で、帰ってきた後に発表したフランスを題材とした作品群がこの本。
もうほぼ全編から荷風のフランスへの愛が満ち溢れております。
そして、なにより描写が美しい!
普段は筋ばかり追ってて、文章を味わうなんてこと碌にしない私ですが、この本はスルメを食べるように、噛み締め噛み締め読みました。
成熟して時に退廃的なフランスの文化や風景が若き日の荷風の瑞々しい文章で描かれています。
アメリカからフランスに到着したところから始まり、最後にはついにフランスをさる場面がやってくるのですが、この時の惜別の想いが胸をうつのです。
今みたいに、その気になったらいつでもいけるという時代じゃないですから、今生の別れなわけですよ。
もう断然おすすめです。
■評価(満点は☆☆☆☆、普通は☆☆、★は1/2)
《俺》☆☆☆★
《薦》☆☆☆
■引用
P172 「巴里のわかれ」より
朝日が早くもノートルダームの鐘楼に反射するのを見ながら、自分はとぼとぼとカルチェーラタンの宿屋に帰った。窓の幕を引き室中を暗くして、直様眠りに就こうとしたが、巴里に居るのもこの日一日と思えば、とても安々寝付かれるものではない。リュキザンブルの公園の森に勇ましく囀る夜明の小鳥の声とソルボンの時計台から鳴る鐘の音が聞える。市場(アール)に行くらしい重い荷車の音が遠くに響く。
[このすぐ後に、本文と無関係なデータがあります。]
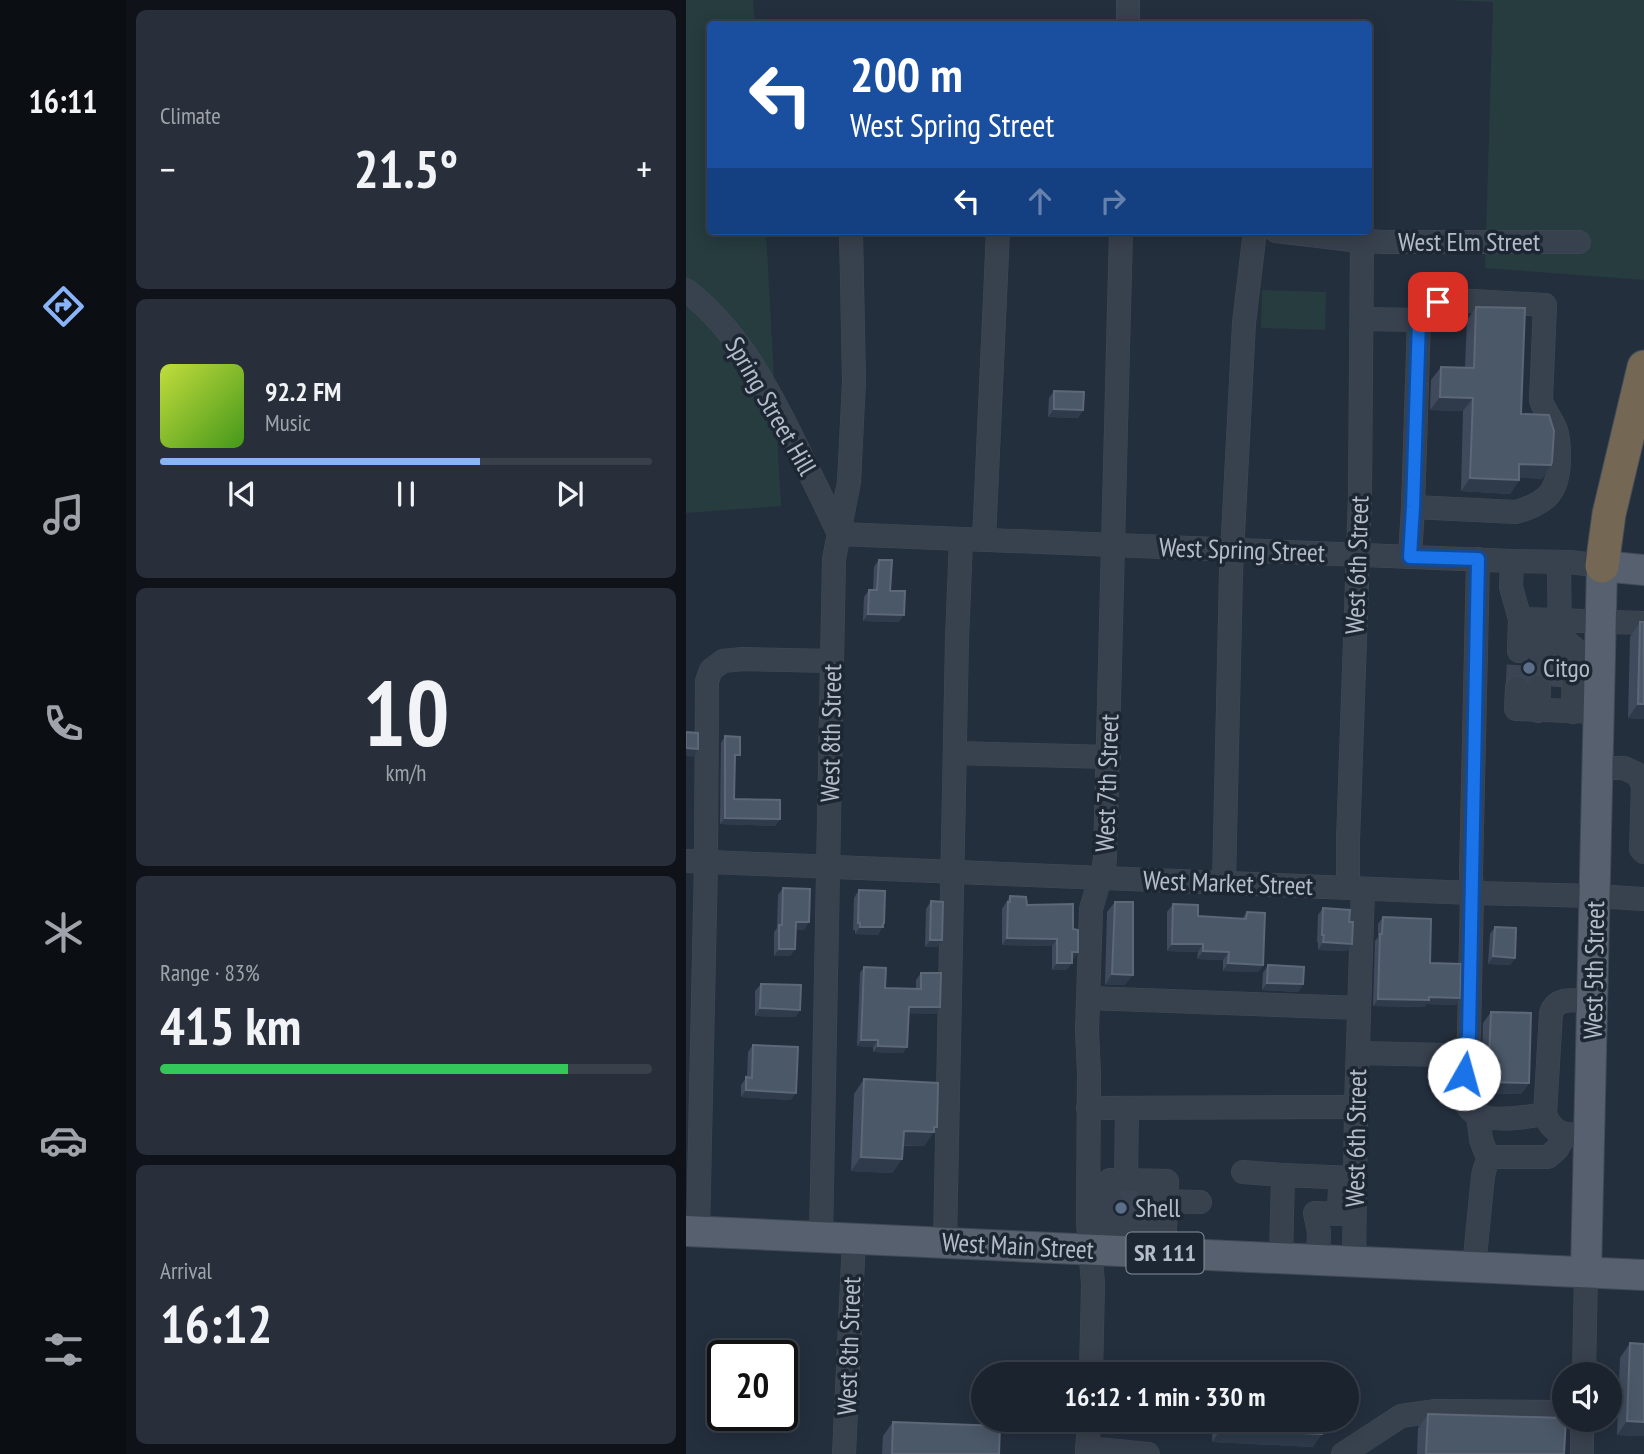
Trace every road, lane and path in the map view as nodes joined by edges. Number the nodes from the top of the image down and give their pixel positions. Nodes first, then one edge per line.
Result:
1 (1128, 0) edge
2 (1128, 21) edge
3 (851, 235) edge
4 (998, 235) edge
5 (1121, 235) edge
6 (1255, 235) edge
7 (1310, 235) edge
8 (1362, 241) junction
9 (1579, 242) dead end
10 (686, 290) edge
11 (1362, 319) junction
12 (1419, 320) junction
13 (1644, 367) edge
14 (1413, 507) junction
15 (839, 534) junction
16 (961, 539) junction
17 (984, 540) junction
18 (1114, 545) junction
19 (1233, 550) junction
20 (1357, 555) junction
21 (1410, 557) junction
22 (1478, 559) junction
23 (1512, 561) junction
24 (1559, 562) junction
25 (1602, 566) junction
26 (1644, 570) edge
27 (1601, 622) junction
28 (1644, 623) edge
29 (1543, 636) junction
30 (832, 662) junction
31 (1567, 712) junction
32 (955, 752) junction
33 (1109, 757) junction
34 (1597, 768) junction
35 (1644, 852) edge
36 (696, 862) edge
37 (828, 867) junction
38 (953, 872) junction
39 (1100, 878) junction
40 (1224, 883) junction
41 (1356, 889) junction
42 (1472, 893) junction
43 (1596, 896) junction
44 (1644, 899) edge
45 (1088, 998) junction
46 (1593, 1002) junction
47 (1359, 1008) junction
48 (1358, 1053) junction
49 (1464, 1074) junction
50 (1356, 1107) junction
51 (1088, 1108) junction
52 (1127, 1108) junction
53 (1478, 1114) junction
54 (1545, 1114) junction
55 (1578, 1135) junction
56 (1489, 1160) junction
57 (1243, 1172) dead end
58 (1283, 1175) junction
59 (1316, 1177) junction
60 (1347, 1178) junction
61 (1126, 1180) junction
62 (1104, 1200) junction
63 (1156, 1201) junction
64 (1200, 1202) dead end
65 (1315, 1213) junction
66 (692, 1232) edge
67 (821, 1237) junction
68 (854, 1239) junction
69 (1164, 1239) junction
70 (1111, 1241) junction
71 (945, 1243) junction
72 (1281, 1258) junction
73 (1318, 1260) junction
74 (1353, 1262) junction
75 (1474, 1267) junction
76 (1586, 1272) junction
77 (1644, 1275) edge
78 (1092, 1362) edge
79 (1584, 1362) edge
80 (1552, 1412) edge
81 (1088, 1432) edge
82 (1582, 1432) edge
83 (1087, 1451) edge
84 (844, 1454) edge
85 (1148, 1454) edge
86 (1343, 1454) edge
87 (1582, 1454) edge

1 - 2 street
3 - 15 street, West 8th Street
4 - 17 street
5 - 18 street, West 7th Street
6 - 19 street
7 - 8 street, West Elm Street
8 - 9 street, West Elm Street
8 - 11 street, West 6th Street
10 - 15 street, Spring Street Hill
11 - 12 street
11 - 20 street, West 6th Street
12 - 14 street
12 - 14 street
13 - 25 highway
14 - 21 street
15 - 16 street, West Spring Street
15 - 30 street, West 8th Street
16 - 17 street, West Spring Street
16 - 32 street
17 - 18 street, West Spring Street
18 - 19 street, West Spring Street
18 - 33 street, West 7th Street
19 - 20 street, West Spring Street
19 - 40 street
20 - 21 street, West Spring Street
20 - 41 street, West 6th Street
21 - 22 street, West Spring Street
22 - 23 street, West Spring Street
22 - 42 street
23 - 24 street, West Spring Street
23 - 29 street
24 - 25 street, West Spring Street
24 - 29 street
25 - 26 main road, West Spring Street
25 - 27 main road, West 5th Street
27 - 28 street
27 - 29 street
27 - 31 main road, West 5th Street
29 - 31 street
30 - 36 street
30 - 37 street, West 8th Street
31 - 31 street
31 - 34 main road, West 5th Street
32 - 33 street
32 - 38 street
33 - 39 street, West 7th Street
34 - 35 street
34 - 43 main road, West 5th Street
36 - 37 street, West Market Street
36 - 66 street
37 - 38 street, West Market Street
37 - 67 street, West 8th Street
38 - 39 street, West Market Street
38 - 71 street
39 - 40 street, West Market Street
39 - 45 street, West 7th Street
40 - 41 street, West Market Street
41 - 42 street, West Market Street
41 - 47 street, West 6th Street
42 - 43 street, West Market Street
42 - 49 street
43 - 44 street, West Market Street
43 - 46 main road, West 5th Street
45 - 47 street
45 - 51 street, West 7th Street
46 - 54 street
46 - 55 main road, West 5th Street
47 - 48 street, West 6th Street
48 - 49 street
48 - 50 street, West 6th Street
49 - 53 street
50 - 52 street
50 - 60 street, West 6th Street
51 - 52 street
51 - 62 street, West 7th Street
52 - 61 street
53 - 54 street
53 - 56 street
54 - 55 street
55 - 56 street
55 - 76 main road, West 5th Street
56 - 75 street
57 - 58 street
58 - 59 street
58 - 72 street
59 - 60 street
59 - 65 street
60 - 65 street
60 - 74 street, West 6th Street
61 - 62 street
61 - 63 street
62 - 70 street, West 7th Street
62 - 70 street
63 - 64 street
63 - 69 street
65 - 73 street
66 - 67 main road, West Main Street / SR 111
67 - 68 main road, West Main Street / SR 111
68 - 71 main road, West Main Street / SR 111
68 - 84 street, West 8th Street
69 - 70 main road, West Main Street / SR 111
69 - 72 main road, West Main Street / SR 111
70 - 71 main road, West Main Street / SR 111
70 - 78 street, West 7th Street
72 - 73 main road, West Main Street / SR 111
73 - 74 main road, West Main Street / SR 111
74 - 75 main road, West Main Street / SR 111
75 - 76 main road, West Main Street / SR 111
76 - 77 main road, West Main Street / SR 111
76 - 79 street, West 5th Street
80 - 86 street
81 - 83 street
82 - 87 street
83 - 85 street

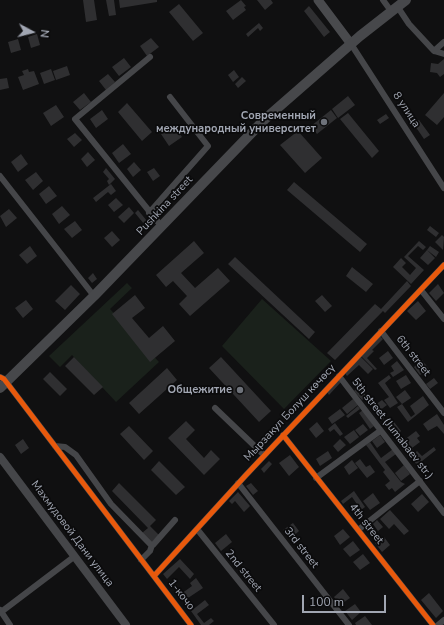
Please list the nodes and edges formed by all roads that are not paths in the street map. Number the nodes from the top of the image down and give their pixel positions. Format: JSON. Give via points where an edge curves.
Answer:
{"nodes":[{"id":1,"x":318,"y":0,"type":"edge"},
{"id":2,"x":383,"y":0,"type":"edge"},
{"id":3,"x":406,"y":0,"type":"edge"},
{"id":4,"x":394,"y":9,"type":"junction"},
{"id":5,"x":444,"y":42,"type":"edge"},
{"id":6,"x":350,"y":44,"type":"junction"},
{"id":7,"x":434,"y":51,"type":"junction"},
{"id":8,"x":444,"y":54,"type":"edge"},
{"id":9,"x":150,"y":57,"type":"dead end"},
{"id":10,"x":170,"y":97,"type":"dead end"},
{"id":11,"x":444,"y":173,"type":"edge"},
{"id":12,"x":0,"y":176,"type":"edge"},
{"id":13,"x":439,"y":179,"type":"junction"},
{"id":14,"x":444,"y":188,"type":"edge"},
{"id":15,"x":149,"y":213,"type":"junction"},
{"id":16,"x":162,"y":227,"type":"junction"},
{"id":17,"x":444,"y":265,"type":"edge"},
{"id":18,"x":421,"y":290,"type":"junction"},
{"id":19,"x":94,"y":296,"type":"junction"},
{"id":20,"x":444,"y":319,"type":"edge"},
{"id":21,"x":382,"y":331,"type":"junction"},
{"id":22,"x":339,"y":376,"type":"junction"},
{"id":23,"x":2,"y":382,"type":"edge"},
{"id":24,"x":215,"y":408,"type":"dead end"},
{"id":25,"x":444,"y":413,"type":"edge"},
{"id":26,"x":380,"y":431,"type":"junction"},
{"id":27,"x":283,"y":435,"type":"junction"},
{"id":28,"x":55,"y":446,"type":"junction"},
{"id":29,"x":264,"y":455,"type":"junction"},
{"id":30,"x":0,"y":457,"type":"edge"},
{"id":31,"x":316,"y":478,"type":"junction"},
{"id":32,"x":420,"y":481,"type":"junction"},
{"id":33,"x":238,"y":483,"type":"junction"},
{"id":34,"x":444,"y":513,"type":"edge"},
{"id":35,"x":175,"y":520,"type":"dead end"},
{"id":36,"x":197,"y":529,"type":"junction"},
{"id":37,"x":358,"y":530,"type":"junction"},
{"id":38,"x":152,"y":545,"type":"junction"},
{"id":39,"x":75,"y":556,"type":"junction"},
{"id":40,"x":141,"y":560,"type":"junction"},
{"id":41,"x":154,"y":576,"type":"junction"},
{"id":42,"x":1,"y":611,"type":"edge"},
{"id":43,"x":444,"y":620,"type":"edge"},
{"id":44,"x":123,"y":624,"type":"edge"},
{"id":45,"x":10,"y":625,"type":"edge"},
{"id":46,"x":192,"y":625,"type":"edge"},
{"id":47,"x":274,"y":625,"type":"edge"},
{"id":48,"x":349,"y":625,"type":"edge"},
{"id":49,"x":433,"y":625,"type":"edge"},
{"id":50,"x":438,"y":625,"type":"edge"}],
"edges":[{"from":1,"to":6,"type":"main road"},
{"from":2,"to":4,"type":"street"},
{"from":3,"to":4,"type":"highway","name":"Pushkina street"},
{"from":4,"to":6,"type":"highway","name":"Pushkina street"},
{"from":4,"to":7,"type":"street"},
{"from":5,"to":7,"type":"street"},
{"from":6,"to":13,"type":"street","name":"8 улица"},
{"from":6,"to":16,"type":"highway","name":"Pushkina street","via":[[260,124]]},
{"from":7,"to":8,"type":"street"},
{"from":9,"to":15,"type":"street","via":[[75,119]]},
{"from":10,"to":15,"type":"street","via":[[208,146]]},
{"from":11,"to":13,"type":"street"},
{"from":12,"to":19,"type":"street"},
{"from":13,"to":14,"type":"street","name":"8 улица"},
{"from":15,"to":16,"type":"street"},
{"from":16,"to":19,"type":"highway","name":"Pushkina street"},
{"from":17,"to":18,"type":"street","name":"Мырзакул Болуш көчөсү"},
{"from":18,"to":20,"type":"street"},
{"from":18,"to":21,"type":"street","name":"Мырзакул Болуш көчөсү"},
{"from":19,"to":23,"type":"highway","name":"Pushkina street"},
{"from":21,"to":22,"type":"street","name":"Мырзакул Болуш көчөсү"},
{"from":21,"to":25,"type":"street","name":"6th street"},
{"from":22,"to":26,"type":"street","name":"5th street (Jumabaev str.)"},
{"from":22,"to":27,"type":"street","name":"Мырзакул Болуш көчөсү"},
{"from":23,"to":28,"type":"street","name":"1-кочо"},
{"from":24,"to":29,"type":"street"},
{"from":26,"to":31,"type":"street"},
{"from":26,"to":32,"type":"street","name":"5th street (Jumabaev str.)"},
{"from":27,"to":29,"type":"street","name":"Мырзакул Болуш көчөсү"},
{"from":27,"to":31,"type":"street","name":"4th street"},
{"from":28,"to":38,"type":"street","via":[[65,447],[76,455],[111,504]]},
{"from":28,"to":40,"type":"street","name":"1-кочо"},
{"from":29,"to":33,"type":"street","name":"Мырзакул Болуш көчөсү"},
{"from":30,"to":39,"type":"street","name":"Махмудовой Дани улица"},
{"from":31,"to":37,"type":"street","name":"4th street"},
{"from":32,"to":34,"type":"street","name":"5th street (Jumabaev str.)"},
{"from":32,"to":37,"type":"street"},
{"from":33,"to":36,"type":"street","name":"Мырзакул Болуш көчөсү"},
{"from":33,"to":48,"type":"street","name":"3rd street"},
{"from":35,"to":38,"type":"street"},
{"from":36,"to":41,"type":"street","name":"Мырзакул Болуш көчөсү"},
{"from":36,"to":47,"type":"street","name":"2nd street"},
{"from":37,"to":49,"type":"street","name":"4th street"},
{"from":38,"to":40,"type":"street"},
{"from":39,"to":42,"type":"street"},
{"from":39,"to":44,"type":"street","name":"Махмудовой Дани улица"},
{"from":40,"to":41,"type":"street","name":"1-кочо"},
{"from":41,"to":46,"type":"street","name":"1-кочо"},
{"from":42,"to":45,"type":"street"},
{"from":43,"to":50,"type":"street"}]}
自分は寝台の上から仰向きに天井を眺めて、自分は何故一生涯巴里に居られないのであろう。何故仏蘭西に生まれなかったのであろうと、自分の運命を憤るよりははかなく思うのであった。自分には巴里で死んだハイネルやツルゲネフやショーパンなどの身の上が不幸であったとはどうしても思えない。とにかくあの人たちは駐まろうと思った芸術の首都に生涯滞在し得た芸術家ではないか。自分はバイロンの如く祖国の山河を罵って一度は勇ましく異郷に旅立ちはしたものの、生活という単純な問題、金銭という俗な煩いの為に、迷った犬のように、すごすご、おめおめ、旧の古巣に帰って行かねばならぬ。ああ何と云う意気地のない身の上であろう。